Thursday, January 21, 2010

My own review of Wikipedia's accuracy

The study in the journal Nature proclaiming Wikipedia's accuracy has been a favorite tool of Wikipedia apologists. Many have pointed out that the study was from the start handicapped in Wikipedia's favor. Since the question of Wikipedia accuracy, or rather, lack thereof, remains an unsettled question in the minds of many, it is necessary to do more studies.

That is why I have decided to do my own study of Wikipedia's accuracy. I hope that by publishing which articles I intend to use for the purpose of my study and clearly stating my methodology, others can see for themselves whether my conclusions are supported by the data or if I have just shaped the data to fit my conclusion.

My first instinct was to use random articles with the "Random article" link provided on all Wikipedia pages. The problem with that is that perhaps the selection of articles would not be as representative as I would like. My next idea was to use "ancient" pages, but the Ancient Pages report has not been refreshed in a long time.

So what I'm going to do is this: on the Main Page, there are eight "portals" listed: Arts, Biography, Geography, History, Mathematics, Science, Society, Technology, and also a link to a list of all the portals. A Wikipedia portal looks much like the Main Page, but all its content is dedicated to a given topic. I don't know if the eight portals I've just listed are the portals that are always listed, but they're the portals listed as of today.

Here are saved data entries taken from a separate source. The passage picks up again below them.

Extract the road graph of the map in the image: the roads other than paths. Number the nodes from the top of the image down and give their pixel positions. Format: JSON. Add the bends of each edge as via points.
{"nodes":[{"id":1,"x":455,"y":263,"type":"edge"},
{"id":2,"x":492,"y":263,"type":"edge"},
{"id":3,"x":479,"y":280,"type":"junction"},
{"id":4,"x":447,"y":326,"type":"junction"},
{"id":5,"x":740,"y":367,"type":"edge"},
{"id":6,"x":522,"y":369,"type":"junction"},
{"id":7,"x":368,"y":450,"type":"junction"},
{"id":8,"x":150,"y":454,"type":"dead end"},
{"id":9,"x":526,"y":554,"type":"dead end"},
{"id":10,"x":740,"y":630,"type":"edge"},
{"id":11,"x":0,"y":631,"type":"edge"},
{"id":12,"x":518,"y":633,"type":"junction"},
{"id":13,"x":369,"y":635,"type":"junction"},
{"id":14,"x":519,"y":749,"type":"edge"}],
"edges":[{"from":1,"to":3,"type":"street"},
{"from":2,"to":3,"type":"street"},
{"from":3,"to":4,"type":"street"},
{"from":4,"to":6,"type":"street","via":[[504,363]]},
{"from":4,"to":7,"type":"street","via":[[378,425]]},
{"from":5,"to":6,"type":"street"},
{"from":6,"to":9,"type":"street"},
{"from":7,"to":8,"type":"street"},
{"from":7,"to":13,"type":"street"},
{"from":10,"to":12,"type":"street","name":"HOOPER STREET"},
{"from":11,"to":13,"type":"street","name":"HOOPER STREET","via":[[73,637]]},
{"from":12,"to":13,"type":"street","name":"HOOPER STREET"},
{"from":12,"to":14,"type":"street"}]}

From each portal, I'm going to choose either an article that has has barely been edited in a year, or in the case of the "Did you know..." and "On this day..." boxes, articles which have had very few edits for a year prior to being chosen for those features, or I'm going to choose an article that has been nominated for one of those features which has similarly laid unedited for a long time.

It could be argued that this is biased against Wikipedia from the start, since it would enable me to blow mistakes out of proportion saying that they stood uncorrected for months. Maybe so. To compensate, I will completely ignore spelling and grammar errors if they have no impact on the factual accuracy of the article. For example, "Martin Luther King, Jr. was asasssinated in 1968" would be acceptable since anyone reading that would understand what is meant regardless of whether or not they notice the misspelled word. By contrast, "The researcher was injured when a stalagmite that had hung from the ceiling of the cave for centuries fell down" would not be acceptable because by misspelling "stalactite" a factual error has been introduced into the text. (I'm sure stalagmites can fall down, too, but it would be a very different danger).

This is the list of articles I will use for this review:

1. From the Arts Portal: Sculptural Ensemble of Constantin Brâncuşi in Târgu Jiu (two edits in 2009, one of them by a robot).
2. From the Biography Portal: Regimental Sergeant Major (five edits in 2009, none so far this year to date).
3. From the Geography Portal: Tulsa Port of Catoosa (four edits in 2009, none so far this year to date).
4. From the History Portal: Jus exclusivae (five edits in 2009, none so far this year).
5. From the Mathematics Portal: Permutohedron (only one edit in 2009! Could it possibly be any good?)
6. From the Science Portal: Jon Lomberg (five edits in 2009, two so far this year).
7. From the Society Portal: Benjamin Franklin Burch (article created March 5 of last year, edited five more times over the next two months and not again since).
8. From the Technology Portal: GWR 1076 Class (three edits in 2009, two of which were by robots!)

These are all articles I am fairly certain I had never read prior to embarking on this review. I plan to read one of these each week, and examine its factual accuracy while abstaining from commenting on its quality as literature. For each of this I will use the version of the article as it was on the date of this post. It would be just fine if people decided to improve these articles before I got to them in my review. However, it might be possible to defeat my study by falsifying the edit histories for these articles, by dating major improvements prior to the date of this post).